Cyber experts fear project may pose security risk
The Election Commission of India (ECI) on Thursday said it has decided not to pursue a voter facilitation service proposed by Google for the upcoming Lok Sabha elections. Google had made a presentation to the Commission, proposing to make available free online voter registration besides making available details of voter card numbers and polling station location.
“Google made a presentation to the Commission for electoral look up services for citizens to help in the efforts of the Commission for better electoral information services. However, after due consideration, the Commission has decided not to pursue the proposal any further,” the Commission said in a statement on Thursday.
The proposal from Google had drawn criticism from some cyber experts who said that the project could be a potential security concern in the light of recent expose of how US Government was secretly accessing user information using platforms such as Google and Facebook.
Reacting to the Election Commission’s decision, Google said that it does not intend to make a voting registration tool for India. “It is unfortunate that our discussion with the Election Commission of India to change the way users access their electoral information that is publicly available through an online voter look up tool, were not fruitful. Google will continue to develop tools and resources to make civic information universally accessible and useful, help drive more informed citizen participation, and open up new avenues for engagement for politicians, citizens, and civic leaders,” said a statement from Google.
Google has already helped governments in several countries, including the Philippines, Egypt, Mexico and Kenya. “We had some suggestions as to how the ECI’s voter-registration tool could be improved, based on our own experience with making products that are easy to use,” a Google India spokesperson said. This is the second time that a project proposed by Google has been declined by Government agencies.

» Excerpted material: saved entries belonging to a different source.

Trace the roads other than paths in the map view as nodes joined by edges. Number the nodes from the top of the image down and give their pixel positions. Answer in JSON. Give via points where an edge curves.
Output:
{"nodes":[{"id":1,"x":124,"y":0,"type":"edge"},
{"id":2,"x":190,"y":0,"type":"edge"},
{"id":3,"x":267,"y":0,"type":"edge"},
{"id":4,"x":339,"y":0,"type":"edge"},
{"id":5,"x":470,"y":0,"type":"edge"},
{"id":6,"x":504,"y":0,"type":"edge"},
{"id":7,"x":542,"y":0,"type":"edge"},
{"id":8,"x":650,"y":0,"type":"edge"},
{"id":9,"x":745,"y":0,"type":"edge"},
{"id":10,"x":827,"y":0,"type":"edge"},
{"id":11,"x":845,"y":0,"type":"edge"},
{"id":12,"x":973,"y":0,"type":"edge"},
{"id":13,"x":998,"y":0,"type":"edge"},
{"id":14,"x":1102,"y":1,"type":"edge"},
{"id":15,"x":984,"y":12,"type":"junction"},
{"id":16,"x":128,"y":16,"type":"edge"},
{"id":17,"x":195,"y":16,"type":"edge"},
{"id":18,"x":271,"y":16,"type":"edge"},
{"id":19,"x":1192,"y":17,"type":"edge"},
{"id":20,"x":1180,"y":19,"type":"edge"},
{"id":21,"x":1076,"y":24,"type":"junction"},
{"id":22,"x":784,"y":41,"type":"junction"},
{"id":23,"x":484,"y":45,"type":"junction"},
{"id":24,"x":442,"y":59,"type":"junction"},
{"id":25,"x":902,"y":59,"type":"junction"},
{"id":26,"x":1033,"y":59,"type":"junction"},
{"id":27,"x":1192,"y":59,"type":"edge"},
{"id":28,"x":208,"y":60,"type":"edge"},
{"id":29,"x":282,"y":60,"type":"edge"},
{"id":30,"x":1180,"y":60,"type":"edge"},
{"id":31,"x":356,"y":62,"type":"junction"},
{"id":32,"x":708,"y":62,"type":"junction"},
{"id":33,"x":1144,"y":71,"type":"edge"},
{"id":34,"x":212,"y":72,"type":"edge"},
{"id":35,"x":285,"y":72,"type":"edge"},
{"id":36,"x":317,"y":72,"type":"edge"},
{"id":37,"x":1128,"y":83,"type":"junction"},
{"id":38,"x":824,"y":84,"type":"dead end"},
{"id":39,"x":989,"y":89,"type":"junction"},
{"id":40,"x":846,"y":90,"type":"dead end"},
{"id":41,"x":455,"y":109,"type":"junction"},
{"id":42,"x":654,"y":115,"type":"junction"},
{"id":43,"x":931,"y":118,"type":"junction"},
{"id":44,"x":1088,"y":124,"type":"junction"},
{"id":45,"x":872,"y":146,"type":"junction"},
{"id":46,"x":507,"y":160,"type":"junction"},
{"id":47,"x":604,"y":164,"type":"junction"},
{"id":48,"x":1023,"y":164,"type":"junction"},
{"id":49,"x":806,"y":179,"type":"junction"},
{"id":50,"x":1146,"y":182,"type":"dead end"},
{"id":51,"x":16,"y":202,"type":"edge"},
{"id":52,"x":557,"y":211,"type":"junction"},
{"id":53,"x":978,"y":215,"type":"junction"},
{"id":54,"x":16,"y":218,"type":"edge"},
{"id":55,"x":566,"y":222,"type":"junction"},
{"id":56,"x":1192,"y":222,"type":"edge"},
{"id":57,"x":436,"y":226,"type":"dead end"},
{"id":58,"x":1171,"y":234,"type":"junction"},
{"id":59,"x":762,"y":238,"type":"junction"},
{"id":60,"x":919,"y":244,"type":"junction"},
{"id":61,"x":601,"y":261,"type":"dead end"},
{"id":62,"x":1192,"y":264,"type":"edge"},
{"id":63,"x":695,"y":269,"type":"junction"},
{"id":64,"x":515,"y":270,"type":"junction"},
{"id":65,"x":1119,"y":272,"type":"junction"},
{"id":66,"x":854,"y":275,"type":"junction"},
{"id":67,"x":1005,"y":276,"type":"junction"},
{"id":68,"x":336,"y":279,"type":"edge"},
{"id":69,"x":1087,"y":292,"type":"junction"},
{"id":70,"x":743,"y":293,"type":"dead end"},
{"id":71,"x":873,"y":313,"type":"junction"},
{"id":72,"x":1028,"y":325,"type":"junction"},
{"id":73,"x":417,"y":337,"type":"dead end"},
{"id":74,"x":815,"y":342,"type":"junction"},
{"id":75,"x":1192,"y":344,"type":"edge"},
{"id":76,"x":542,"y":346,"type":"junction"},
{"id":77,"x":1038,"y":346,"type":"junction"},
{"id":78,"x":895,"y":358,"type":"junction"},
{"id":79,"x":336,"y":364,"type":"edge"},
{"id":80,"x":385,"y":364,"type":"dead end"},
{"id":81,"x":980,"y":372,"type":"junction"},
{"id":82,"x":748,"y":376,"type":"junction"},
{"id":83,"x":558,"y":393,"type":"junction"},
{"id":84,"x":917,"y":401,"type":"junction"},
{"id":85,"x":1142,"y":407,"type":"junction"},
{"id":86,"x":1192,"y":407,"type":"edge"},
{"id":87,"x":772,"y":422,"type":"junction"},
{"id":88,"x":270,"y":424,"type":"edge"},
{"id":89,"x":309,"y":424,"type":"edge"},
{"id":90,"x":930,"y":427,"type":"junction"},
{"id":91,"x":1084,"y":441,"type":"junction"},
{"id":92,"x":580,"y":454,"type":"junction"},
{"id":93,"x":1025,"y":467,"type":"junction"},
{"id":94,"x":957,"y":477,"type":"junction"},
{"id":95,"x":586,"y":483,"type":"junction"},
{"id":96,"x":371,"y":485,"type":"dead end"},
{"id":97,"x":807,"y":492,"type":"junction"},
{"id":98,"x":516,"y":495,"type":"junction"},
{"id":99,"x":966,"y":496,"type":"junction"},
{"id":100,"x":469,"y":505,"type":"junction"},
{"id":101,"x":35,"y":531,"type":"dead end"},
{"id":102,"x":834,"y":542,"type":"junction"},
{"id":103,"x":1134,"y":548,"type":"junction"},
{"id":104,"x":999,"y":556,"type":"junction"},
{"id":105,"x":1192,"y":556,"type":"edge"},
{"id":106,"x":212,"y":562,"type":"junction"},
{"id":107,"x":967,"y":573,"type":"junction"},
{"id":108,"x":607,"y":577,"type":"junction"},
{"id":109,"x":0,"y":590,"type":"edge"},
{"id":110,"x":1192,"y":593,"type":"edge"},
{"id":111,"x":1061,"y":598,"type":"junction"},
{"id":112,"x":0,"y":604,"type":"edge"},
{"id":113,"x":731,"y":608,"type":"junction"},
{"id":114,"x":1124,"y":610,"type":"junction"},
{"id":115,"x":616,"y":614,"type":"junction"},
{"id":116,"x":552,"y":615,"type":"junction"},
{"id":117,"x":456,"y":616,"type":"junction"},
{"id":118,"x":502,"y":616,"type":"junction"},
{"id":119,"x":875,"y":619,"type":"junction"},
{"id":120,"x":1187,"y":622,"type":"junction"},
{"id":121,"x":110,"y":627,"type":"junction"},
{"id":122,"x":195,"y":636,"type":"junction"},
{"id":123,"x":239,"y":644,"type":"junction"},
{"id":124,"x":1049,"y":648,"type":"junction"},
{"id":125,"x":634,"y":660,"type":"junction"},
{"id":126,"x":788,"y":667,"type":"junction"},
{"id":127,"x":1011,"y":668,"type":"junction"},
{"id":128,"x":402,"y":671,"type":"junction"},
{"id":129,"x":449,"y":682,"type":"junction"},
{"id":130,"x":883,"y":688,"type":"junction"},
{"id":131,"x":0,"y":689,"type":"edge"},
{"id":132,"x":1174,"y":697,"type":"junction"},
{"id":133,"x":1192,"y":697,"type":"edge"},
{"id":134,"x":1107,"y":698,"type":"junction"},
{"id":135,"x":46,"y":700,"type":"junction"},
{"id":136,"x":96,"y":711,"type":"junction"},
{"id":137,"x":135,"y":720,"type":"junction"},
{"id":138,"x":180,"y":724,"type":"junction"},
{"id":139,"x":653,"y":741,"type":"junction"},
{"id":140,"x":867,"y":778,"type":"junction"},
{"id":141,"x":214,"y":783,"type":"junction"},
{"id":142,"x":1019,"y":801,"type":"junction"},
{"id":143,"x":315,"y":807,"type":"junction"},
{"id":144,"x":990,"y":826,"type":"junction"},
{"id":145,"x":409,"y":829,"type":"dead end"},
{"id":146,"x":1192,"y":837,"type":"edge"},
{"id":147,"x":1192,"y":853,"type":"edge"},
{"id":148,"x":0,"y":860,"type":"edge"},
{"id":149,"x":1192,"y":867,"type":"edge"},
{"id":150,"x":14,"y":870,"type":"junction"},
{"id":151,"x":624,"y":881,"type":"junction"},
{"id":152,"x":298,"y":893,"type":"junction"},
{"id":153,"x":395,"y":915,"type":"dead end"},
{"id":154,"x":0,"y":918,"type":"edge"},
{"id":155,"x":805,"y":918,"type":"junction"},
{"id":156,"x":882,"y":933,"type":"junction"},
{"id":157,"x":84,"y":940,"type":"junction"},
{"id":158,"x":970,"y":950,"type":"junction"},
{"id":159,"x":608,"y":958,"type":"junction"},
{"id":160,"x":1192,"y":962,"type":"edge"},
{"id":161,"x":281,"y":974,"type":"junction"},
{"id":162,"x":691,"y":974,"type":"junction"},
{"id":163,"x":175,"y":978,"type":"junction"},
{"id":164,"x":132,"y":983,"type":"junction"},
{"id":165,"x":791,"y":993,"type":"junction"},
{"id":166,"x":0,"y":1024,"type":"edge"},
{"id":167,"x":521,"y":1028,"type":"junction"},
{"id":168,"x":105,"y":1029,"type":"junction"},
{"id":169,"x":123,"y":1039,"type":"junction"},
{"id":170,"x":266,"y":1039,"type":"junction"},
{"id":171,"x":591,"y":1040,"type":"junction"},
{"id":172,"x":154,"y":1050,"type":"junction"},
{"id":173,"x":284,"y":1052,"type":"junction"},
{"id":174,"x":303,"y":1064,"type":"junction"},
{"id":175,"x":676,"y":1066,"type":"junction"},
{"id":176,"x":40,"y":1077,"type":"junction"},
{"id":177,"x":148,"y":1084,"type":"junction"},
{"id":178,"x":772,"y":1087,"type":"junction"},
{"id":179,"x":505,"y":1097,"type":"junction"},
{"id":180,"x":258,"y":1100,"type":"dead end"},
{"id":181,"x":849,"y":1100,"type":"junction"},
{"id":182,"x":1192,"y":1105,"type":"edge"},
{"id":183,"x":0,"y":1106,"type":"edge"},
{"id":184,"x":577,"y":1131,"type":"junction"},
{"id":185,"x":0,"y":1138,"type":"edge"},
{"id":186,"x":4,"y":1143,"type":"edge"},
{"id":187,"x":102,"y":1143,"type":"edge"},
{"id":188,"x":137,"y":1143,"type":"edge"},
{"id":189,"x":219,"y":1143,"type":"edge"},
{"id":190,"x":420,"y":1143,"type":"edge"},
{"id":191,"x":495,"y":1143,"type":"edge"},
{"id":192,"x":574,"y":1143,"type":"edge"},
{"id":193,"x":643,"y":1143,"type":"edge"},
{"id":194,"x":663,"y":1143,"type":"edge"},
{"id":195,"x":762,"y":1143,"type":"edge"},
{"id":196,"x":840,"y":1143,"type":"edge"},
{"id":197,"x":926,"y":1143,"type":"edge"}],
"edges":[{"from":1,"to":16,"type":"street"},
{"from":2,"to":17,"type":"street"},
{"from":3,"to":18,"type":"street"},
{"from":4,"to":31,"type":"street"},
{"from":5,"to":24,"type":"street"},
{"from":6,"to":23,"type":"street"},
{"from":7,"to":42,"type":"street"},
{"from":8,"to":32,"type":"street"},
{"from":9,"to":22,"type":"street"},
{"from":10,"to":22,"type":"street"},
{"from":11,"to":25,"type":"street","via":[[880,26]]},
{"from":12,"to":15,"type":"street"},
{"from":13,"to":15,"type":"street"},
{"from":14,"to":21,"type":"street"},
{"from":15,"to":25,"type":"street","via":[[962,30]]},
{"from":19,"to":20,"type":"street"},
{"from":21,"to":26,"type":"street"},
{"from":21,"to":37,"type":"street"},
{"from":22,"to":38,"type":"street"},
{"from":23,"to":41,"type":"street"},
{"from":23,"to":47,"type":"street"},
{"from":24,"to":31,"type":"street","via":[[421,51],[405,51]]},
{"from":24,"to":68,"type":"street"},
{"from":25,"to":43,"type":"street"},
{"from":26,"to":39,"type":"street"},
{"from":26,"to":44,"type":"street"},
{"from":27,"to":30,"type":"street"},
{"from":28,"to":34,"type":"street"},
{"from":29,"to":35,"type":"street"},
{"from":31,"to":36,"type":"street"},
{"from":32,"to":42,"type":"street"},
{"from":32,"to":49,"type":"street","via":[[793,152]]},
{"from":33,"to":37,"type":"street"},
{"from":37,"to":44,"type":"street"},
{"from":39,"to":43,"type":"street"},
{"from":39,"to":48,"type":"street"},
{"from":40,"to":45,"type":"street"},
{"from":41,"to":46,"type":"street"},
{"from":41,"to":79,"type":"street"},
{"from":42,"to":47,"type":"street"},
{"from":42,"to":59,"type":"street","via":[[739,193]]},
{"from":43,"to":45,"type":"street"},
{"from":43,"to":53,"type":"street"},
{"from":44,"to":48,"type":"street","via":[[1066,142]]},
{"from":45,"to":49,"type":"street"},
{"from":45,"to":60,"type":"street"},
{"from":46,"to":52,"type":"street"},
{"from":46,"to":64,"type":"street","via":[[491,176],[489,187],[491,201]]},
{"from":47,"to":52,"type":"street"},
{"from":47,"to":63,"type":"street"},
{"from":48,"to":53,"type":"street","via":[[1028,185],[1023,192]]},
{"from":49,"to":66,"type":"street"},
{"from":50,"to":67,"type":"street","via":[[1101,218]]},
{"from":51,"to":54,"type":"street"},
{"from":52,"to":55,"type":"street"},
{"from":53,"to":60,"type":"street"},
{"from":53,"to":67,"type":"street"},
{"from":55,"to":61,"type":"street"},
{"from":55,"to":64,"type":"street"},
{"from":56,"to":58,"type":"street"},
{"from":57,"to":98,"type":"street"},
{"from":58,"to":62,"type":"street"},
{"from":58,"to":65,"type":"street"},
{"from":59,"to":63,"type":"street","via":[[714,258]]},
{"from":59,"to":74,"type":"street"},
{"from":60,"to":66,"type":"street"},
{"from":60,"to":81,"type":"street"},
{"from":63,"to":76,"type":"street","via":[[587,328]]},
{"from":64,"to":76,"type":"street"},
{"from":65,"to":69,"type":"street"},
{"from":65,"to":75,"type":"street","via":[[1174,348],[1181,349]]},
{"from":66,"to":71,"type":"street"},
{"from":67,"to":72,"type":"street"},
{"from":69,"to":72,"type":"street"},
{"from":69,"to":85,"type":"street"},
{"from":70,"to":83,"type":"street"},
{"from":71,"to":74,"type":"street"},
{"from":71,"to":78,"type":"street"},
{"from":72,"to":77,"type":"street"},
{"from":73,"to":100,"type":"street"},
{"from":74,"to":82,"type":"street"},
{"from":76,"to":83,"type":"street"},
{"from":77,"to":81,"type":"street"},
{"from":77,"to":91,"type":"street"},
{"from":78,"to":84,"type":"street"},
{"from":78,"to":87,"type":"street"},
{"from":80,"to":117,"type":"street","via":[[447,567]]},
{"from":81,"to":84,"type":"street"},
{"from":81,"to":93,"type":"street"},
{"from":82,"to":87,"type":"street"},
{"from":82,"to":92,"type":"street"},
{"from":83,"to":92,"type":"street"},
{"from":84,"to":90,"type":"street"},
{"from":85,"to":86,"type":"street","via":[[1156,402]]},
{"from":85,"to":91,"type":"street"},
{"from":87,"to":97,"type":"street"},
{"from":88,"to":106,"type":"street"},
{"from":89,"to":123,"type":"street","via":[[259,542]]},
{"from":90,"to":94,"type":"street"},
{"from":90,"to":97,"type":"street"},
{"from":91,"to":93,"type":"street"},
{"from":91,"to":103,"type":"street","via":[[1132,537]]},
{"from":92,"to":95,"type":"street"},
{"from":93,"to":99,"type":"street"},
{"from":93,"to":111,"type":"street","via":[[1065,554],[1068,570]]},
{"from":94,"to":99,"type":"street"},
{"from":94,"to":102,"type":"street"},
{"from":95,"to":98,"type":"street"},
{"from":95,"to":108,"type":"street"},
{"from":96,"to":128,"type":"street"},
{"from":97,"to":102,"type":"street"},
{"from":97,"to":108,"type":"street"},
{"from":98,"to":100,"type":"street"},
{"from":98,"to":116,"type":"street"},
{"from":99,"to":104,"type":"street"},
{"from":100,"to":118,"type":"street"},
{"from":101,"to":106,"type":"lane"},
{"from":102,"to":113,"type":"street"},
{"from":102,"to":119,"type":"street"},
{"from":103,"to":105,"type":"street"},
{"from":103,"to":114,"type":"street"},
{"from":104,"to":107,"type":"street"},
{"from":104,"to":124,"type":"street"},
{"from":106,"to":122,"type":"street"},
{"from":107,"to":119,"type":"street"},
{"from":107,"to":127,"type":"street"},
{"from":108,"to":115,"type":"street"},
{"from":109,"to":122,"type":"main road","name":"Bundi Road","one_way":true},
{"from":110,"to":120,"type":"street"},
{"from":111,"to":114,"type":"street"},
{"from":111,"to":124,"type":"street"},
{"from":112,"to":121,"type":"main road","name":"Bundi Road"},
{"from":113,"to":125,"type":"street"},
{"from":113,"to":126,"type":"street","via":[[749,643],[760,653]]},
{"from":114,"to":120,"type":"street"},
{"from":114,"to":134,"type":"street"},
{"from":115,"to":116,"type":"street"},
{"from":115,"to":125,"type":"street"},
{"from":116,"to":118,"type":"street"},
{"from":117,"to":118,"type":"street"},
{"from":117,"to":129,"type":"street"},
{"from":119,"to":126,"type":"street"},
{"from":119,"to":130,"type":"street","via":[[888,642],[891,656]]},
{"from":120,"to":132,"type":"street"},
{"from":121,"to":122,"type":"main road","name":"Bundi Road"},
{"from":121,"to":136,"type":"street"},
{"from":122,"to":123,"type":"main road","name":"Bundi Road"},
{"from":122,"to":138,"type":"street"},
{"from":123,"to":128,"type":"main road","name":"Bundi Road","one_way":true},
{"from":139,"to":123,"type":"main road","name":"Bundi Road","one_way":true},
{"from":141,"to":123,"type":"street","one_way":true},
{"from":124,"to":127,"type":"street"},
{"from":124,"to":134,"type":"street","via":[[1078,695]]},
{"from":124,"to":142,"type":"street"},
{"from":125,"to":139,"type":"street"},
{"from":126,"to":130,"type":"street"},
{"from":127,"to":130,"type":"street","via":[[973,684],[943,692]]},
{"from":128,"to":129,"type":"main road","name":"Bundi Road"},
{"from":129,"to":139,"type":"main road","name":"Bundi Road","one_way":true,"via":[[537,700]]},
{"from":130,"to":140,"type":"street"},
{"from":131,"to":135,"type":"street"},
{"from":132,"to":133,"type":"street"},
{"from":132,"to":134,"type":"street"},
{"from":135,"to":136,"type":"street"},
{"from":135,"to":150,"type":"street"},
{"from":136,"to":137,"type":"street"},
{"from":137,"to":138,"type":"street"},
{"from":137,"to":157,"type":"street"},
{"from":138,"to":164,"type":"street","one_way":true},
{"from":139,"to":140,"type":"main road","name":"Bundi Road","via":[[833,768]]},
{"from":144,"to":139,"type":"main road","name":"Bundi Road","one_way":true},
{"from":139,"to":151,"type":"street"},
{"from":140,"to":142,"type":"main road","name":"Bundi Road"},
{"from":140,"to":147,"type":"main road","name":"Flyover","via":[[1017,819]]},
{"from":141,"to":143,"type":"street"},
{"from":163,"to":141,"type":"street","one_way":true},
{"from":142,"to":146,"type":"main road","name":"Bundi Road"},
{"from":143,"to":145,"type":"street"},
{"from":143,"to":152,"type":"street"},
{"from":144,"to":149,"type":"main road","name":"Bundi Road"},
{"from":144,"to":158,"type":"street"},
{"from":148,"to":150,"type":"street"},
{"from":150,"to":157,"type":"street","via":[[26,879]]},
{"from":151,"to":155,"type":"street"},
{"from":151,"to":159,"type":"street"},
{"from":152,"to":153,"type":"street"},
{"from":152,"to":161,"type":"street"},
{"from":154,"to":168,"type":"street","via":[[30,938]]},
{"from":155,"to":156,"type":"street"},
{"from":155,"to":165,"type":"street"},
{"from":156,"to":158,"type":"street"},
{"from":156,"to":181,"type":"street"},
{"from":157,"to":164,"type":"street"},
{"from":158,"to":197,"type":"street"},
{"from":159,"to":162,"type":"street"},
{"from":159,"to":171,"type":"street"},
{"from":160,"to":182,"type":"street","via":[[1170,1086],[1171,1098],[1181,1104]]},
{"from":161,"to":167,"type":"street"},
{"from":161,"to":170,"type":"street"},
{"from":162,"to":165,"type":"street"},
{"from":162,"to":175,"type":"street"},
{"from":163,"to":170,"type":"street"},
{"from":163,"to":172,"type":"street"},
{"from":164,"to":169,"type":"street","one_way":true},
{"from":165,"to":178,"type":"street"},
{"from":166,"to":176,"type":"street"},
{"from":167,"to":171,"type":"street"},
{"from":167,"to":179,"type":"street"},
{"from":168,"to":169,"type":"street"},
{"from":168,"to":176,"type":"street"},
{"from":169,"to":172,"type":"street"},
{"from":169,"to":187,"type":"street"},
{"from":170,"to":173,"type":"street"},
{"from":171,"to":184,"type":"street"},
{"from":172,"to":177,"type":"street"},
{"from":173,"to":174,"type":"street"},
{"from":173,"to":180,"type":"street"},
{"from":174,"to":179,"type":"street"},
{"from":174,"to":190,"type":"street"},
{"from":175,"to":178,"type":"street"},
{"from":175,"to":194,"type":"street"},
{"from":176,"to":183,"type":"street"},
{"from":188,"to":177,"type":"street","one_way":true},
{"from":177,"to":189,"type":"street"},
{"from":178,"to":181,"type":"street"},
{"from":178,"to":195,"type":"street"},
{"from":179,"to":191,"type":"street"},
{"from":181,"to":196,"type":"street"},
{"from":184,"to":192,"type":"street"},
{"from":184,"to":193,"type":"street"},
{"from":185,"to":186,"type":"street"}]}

Last year, a project called Google Mapathon had to be withdrawn after the Survey of India raised security concerns. Mapathon was a competition organised by Google to encourage people to identify places of interest on Google Maps and hence improve the quality and usefulness of Google Maps. The competition ran into trouble after the Survey of India registered a police complaint against Google for not taking prior permission for the competition and for mapping vital areas and placing their map information in the public domain.
But the Internet giant has had some success in bringing its technology for civic information projects in India. For instance, the Archaeological Survey of India has partnered with Google to create 360-degree online imagery of 100 of India’s most important heritage sites, including the Taj Mahal, Khajuraho, and the Ajanta and Ellora caves.